On the basis of the pleadings filed by the Claimant in the suit, I find that this Court has no jurisdiction to determine the issues which include an accrued electricity bill, a tenancy dispute and a pension dispute. This Court has previously determined that a pension is not within the realm of the Employment and Labour Relations Court. The issues of a power bill and a tenancy dispute do not fall within the jurisdiction of this Court as they do not relate to an employment and labour relations dispute under Section 12 of the Employment and Labour Relations Court Act. Neither the 2nd Respondent nor the Interested Party have any employment or labour relationship with the Claimant to warrant the suit herein to be filed in this Court. In Samuel Kamau Macharia v Kenya Commercial Bank Limited & 2 others [2012] eKLR, the Supreme Court of Kenya stated thus:-

“A Court’s jurisdiction flows from either the constitution, or legislation or both. Thus a Court of law can only exercise jurisdiction as conferred on it by law. It cannot arrogate to itself jurisdiction exceeding that which is conferred upon it by law… where the constitution exhaustively provides for the jurisdiction of a Court of law, it must operate within the constitutional limits. It cannot expand its jurisdiction through judicial craft or innovation….”

Having concluded that this Court has no jurisdiction in the matter herein, it is not necessary to make a finding on the other issues raised in the preliminary objections.

As was held in Owners of Motor Vessel “Lillian S” v Caltex Oil Limited, a court must down its tools once it makes a finding that it has no jurisdiction.  I thus allow the preliminary objection on grounds that the issues raised in both the suit herein and the application are not within the jurisdiction of this court.  The result is that the suit is struck out.  There shall be no orders for costs.
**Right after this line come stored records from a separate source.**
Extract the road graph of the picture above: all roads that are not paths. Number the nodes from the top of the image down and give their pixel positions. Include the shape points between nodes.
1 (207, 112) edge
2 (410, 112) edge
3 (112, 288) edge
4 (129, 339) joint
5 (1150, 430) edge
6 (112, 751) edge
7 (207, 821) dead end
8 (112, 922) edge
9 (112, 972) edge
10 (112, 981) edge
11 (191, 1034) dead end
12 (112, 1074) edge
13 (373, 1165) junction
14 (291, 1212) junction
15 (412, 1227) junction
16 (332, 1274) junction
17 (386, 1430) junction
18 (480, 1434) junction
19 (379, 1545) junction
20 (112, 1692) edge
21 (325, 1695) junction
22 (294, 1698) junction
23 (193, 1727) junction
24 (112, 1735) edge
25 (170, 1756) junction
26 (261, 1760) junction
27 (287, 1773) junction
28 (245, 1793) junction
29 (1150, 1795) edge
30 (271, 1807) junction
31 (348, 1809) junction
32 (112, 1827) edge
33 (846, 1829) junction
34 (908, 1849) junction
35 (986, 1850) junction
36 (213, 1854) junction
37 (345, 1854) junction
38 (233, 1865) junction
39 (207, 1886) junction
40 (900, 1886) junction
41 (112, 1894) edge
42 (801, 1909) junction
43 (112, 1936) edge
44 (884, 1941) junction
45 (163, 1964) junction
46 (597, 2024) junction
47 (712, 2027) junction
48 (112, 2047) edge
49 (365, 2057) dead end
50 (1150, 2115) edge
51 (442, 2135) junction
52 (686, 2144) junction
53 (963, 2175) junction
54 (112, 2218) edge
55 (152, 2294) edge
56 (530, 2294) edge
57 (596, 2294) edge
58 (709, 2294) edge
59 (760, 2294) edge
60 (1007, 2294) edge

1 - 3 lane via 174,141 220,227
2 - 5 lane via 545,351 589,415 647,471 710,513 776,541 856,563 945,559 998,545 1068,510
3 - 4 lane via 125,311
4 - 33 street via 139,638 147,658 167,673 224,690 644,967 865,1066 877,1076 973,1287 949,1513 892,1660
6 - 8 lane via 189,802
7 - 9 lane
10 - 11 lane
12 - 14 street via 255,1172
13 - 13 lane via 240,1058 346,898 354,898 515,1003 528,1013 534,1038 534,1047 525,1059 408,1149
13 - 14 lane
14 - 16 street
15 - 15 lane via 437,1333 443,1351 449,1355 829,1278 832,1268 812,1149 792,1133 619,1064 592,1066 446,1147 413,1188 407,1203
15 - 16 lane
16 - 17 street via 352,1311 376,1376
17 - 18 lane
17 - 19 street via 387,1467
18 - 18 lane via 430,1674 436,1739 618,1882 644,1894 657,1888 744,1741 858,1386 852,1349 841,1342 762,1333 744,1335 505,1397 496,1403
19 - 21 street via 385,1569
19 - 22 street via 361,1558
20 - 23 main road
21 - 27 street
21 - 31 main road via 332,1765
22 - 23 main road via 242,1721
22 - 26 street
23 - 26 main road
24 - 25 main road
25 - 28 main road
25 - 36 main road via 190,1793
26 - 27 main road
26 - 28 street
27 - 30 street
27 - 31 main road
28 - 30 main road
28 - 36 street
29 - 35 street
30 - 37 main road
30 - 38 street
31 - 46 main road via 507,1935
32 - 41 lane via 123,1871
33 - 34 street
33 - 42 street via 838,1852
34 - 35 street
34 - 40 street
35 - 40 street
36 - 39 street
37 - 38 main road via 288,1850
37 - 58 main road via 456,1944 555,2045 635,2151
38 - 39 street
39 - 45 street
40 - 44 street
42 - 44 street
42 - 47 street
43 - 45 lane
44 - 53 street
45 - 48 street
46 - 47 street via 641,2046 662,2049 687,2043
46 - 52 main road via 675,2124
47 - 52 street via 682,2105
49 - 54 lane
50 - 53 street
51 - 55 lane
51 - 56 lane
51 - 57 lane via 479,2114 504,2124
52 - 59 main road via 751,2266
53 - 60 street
DATED, SIGNED AND DELIVERED AT NAIROBI ON THIS 4TH DAY OF DECEMBER 2020

MAUREEN ONYANGO

JUDGE

ORDER

In view of the declaration of measures restricting court operations due to the COVID-19 pandemic and in light of the directions issued by His Lordship, the Chief Justice on 15th March 2020 and subsequent directions of 21st April 2020, that judgments and rulings shall be delivered through video conferencing or via email.  They have waived compliance with Order 21 Rule 1 of the Civil Procedure Rules which requires that all judgments and rulings be pronounced in open court. In permitting this course, this court has been guided by Article 159(2)(d) of the Constitution which requires the court to eschew undue technicalities in delivering justice, the right of access to justice guaranteed to every person under Article 48 of the Constitution and the provisions of Section 1B of the Civil Procedure Act (Chapter 21 of the Laws of Kenya) which impose on this court the duty of the court, inter alia, to use suitable technology to enhance the overriding objective which is to facilitate just, expeditious, proportionate and affordable resolution of civil disputes.